→ **Problem description**
Report every line from the following entries that contains the string "with".

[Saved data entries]
********************

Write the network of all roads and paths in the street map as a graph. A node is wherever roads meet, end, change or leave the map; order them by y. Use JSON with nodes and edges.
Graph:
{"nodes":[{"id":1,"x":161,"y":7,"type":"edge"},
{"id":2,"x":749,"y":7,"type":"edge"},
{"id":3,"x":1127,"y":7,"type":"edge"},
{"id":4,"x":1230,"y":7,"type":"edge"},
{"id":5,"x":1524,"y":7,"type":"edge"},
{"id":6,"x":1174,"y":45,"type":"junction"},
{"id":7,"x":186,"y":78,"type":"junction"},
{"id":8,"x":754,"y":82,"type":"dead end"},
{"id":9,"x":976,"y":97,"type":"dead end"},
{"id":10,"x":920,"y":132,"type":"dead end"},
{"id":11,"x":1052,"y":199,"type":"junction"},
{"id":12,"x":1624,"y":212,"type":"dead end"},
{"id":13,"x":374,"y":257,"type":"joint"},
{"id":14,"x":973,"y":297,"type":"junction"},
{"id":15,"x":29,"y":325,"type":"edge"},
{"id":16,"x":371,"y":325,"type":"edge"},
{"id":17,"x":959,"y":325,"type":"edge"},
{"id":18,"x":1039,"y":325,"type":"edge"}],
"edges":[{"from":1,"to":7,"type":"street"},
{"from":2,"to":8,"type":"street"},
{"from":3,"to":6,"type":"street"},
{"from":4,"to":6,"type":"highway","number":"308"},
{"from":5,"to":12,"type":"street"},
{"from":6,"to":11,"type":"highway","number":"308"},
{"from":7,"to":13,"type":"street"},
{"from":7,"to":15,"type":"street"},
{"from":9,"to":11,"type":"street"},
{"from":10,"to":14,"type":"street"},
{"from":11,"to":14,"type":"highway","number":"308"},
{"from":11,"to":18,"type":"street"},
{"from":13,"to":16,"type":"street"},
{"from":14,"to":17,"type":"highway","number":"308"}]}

********************

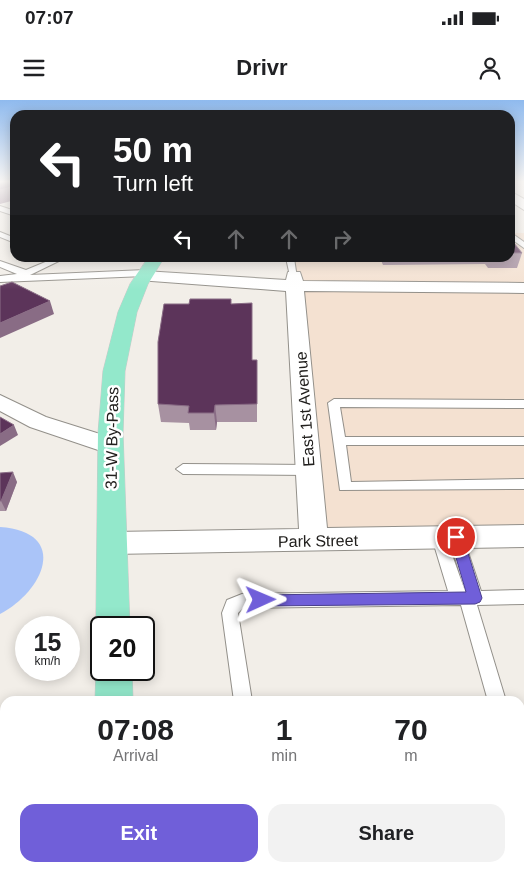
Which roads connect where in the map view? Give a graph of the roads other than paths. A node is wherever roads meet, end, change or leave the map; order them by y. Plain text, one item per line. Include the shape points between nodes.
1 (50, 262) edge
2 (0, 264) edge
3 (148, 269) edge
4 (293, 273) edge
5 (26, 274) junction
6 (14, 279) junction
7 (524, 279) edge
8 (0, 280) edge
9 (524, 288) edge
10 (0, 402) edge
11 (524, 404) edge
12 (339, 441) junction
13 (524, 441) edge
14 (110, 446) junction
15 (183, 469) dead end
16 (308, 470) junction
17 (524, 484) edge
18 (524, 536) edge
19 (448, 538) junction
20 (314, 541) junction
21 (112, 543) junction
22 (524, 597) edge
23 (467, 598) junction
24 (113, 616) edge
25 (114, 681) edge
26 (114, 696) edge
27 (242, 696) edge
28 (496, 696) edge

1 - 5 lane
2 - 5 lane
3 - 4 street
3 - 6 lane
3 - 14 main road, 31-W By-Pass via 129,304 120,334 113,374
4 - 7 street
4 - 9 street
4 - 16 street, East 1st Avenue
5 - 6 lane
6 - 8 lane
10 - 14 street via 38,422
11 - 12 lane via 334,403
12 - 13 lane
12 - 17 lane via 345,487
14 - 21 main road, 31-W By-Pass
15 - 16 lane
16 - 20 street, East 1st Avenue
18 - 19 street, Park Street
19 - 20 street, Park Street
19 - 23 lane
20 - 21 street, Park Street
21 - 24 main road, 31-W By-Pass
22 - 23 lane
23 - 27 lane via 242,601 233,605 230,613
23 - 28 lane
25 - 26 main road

********************

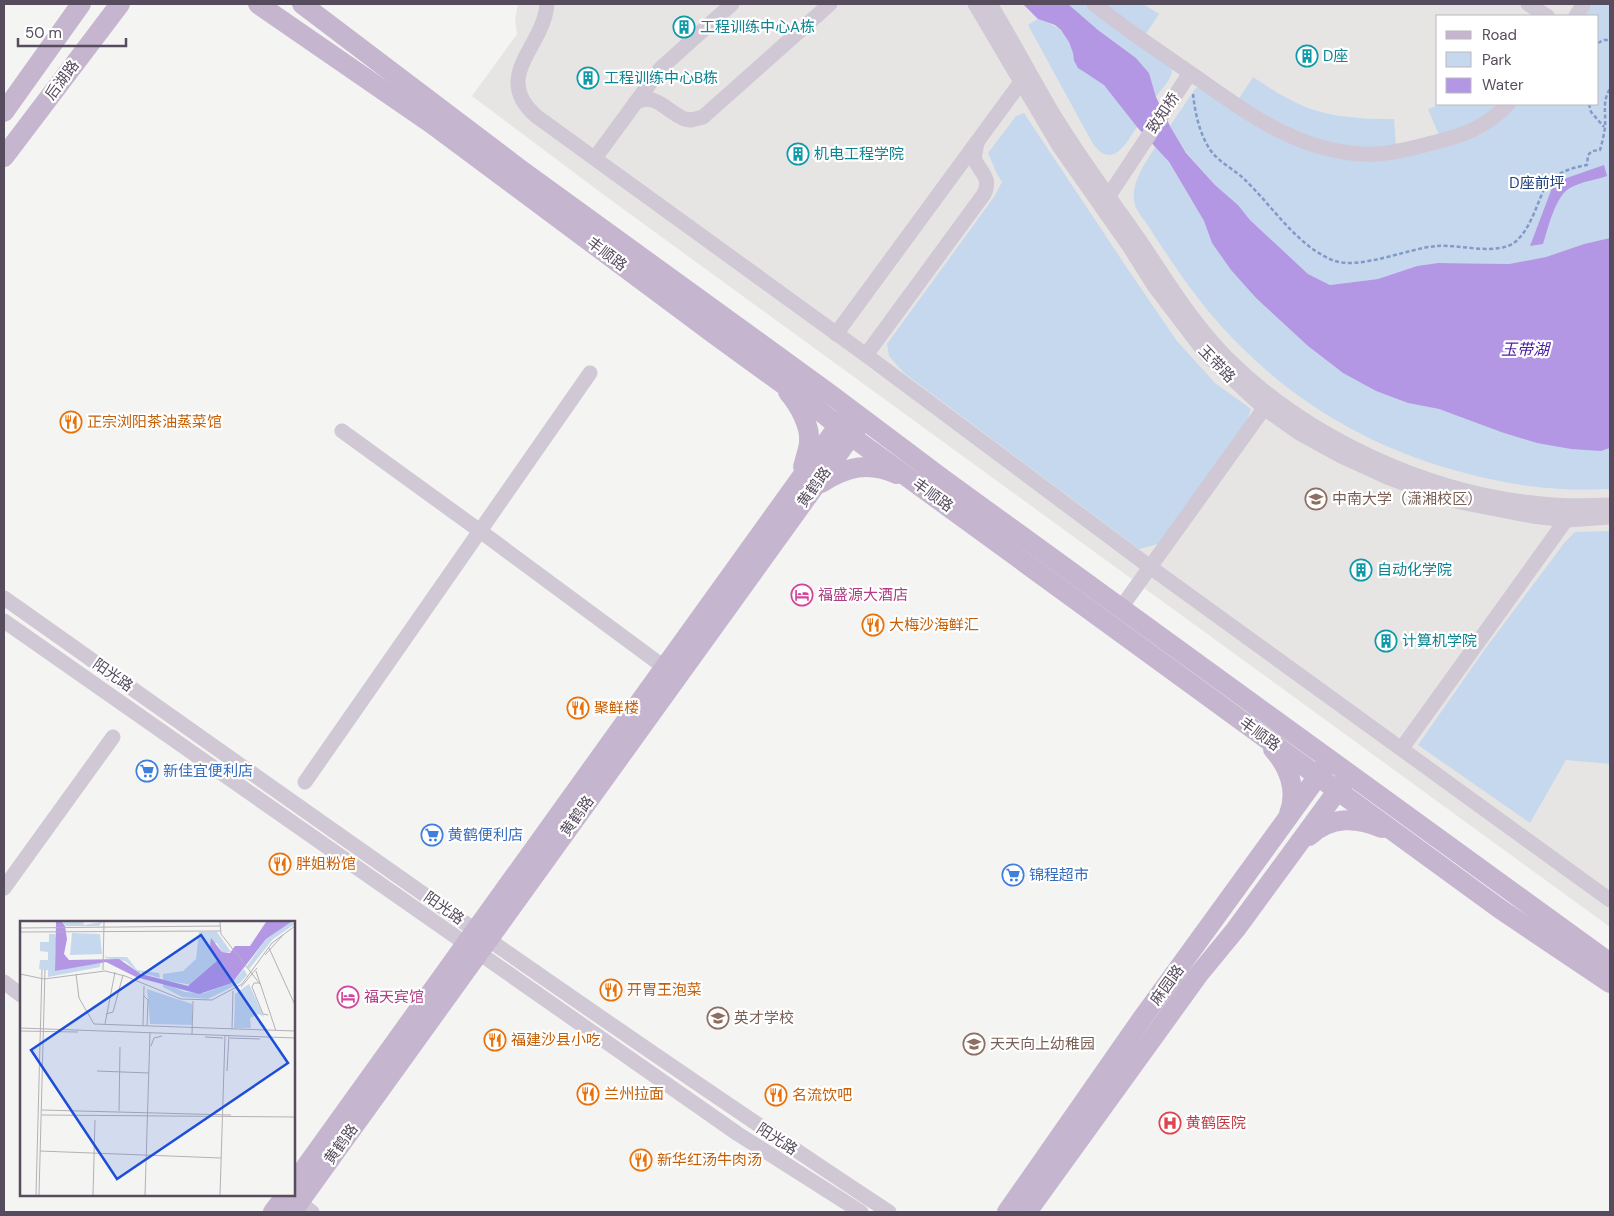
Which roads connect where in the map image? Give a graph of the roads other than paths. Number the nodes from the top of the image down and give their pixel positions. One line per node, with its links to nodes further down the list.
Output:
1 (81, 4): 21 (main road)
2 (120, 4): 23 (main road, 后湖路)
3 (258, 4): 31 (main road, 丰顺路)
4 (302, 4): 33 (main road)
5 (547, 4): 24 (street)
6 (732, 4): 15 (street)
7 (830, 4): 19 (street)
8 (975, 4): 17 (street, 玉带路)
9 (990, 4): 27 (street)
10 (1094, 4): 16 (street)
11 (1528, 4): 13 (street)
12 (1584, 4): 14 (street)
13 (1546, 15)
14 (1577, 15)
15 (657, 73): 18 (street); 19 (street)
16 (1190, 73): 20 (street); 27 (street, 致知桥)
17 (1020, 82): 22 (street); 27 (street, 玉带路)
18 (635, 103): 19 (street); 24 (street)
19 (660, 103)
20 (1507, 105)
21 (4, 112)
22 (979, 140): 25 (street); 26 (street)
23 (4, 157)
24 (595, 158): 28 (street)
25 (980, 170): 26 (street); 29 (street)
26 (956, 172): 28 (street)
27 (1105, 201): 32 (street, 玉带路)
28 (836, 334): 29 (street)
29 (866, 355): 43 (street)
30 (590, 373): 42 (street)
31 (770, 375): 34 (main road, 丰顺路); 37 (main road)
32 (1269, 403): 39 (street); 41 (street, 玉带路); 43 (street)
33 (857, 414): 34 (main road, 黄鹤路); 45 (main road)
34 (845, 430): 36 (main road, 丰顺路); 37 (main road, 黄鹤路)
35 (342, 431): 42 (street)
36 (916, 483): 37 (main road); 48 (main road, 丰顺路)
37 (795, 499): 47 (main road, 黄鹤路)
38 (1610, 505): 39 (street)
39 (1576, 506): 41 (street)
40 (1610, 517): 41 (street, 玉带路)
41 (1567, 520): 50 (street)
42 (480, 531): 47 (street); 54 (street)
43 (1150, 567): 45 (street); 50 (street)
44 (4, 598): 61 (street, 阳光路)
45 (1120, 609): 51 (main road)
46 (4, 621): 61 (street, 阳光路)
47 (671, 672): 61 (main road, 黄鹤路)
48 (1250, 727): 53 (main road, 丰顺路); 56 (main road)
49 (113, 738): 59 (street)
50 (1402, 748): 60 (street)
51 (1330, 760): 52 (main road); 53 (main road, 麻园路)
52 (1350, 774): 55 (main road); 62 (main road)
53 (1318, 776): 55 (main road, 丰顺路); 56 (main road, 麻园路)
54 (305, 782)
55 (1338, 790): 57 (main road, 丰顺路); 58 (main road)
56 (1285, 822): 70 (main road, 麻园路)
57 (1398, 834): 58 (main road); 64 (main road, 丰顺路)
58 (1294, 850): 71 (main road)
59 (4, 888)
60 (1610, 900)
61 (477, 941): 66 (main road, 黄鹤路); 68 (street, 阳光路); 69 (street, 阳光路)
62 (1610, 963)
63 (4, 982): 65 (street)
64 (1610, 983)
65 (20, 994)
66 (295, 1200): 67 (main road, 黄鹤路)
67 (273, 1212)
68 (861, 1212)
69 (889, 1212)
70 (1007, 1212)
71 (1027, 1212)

********************

→ **Task result**
Write the network of all roads and paths in the street map as a graph. A node is wherever roads meet, end, change or leave the map; order them by y. Use JSON with nodes and edges.
Which roads connect where in the map image? Give a graph of the roads other than paths. Number the nodes from the top of the image down and give their pixel positions. One line per node, with its links to nodes further down the list.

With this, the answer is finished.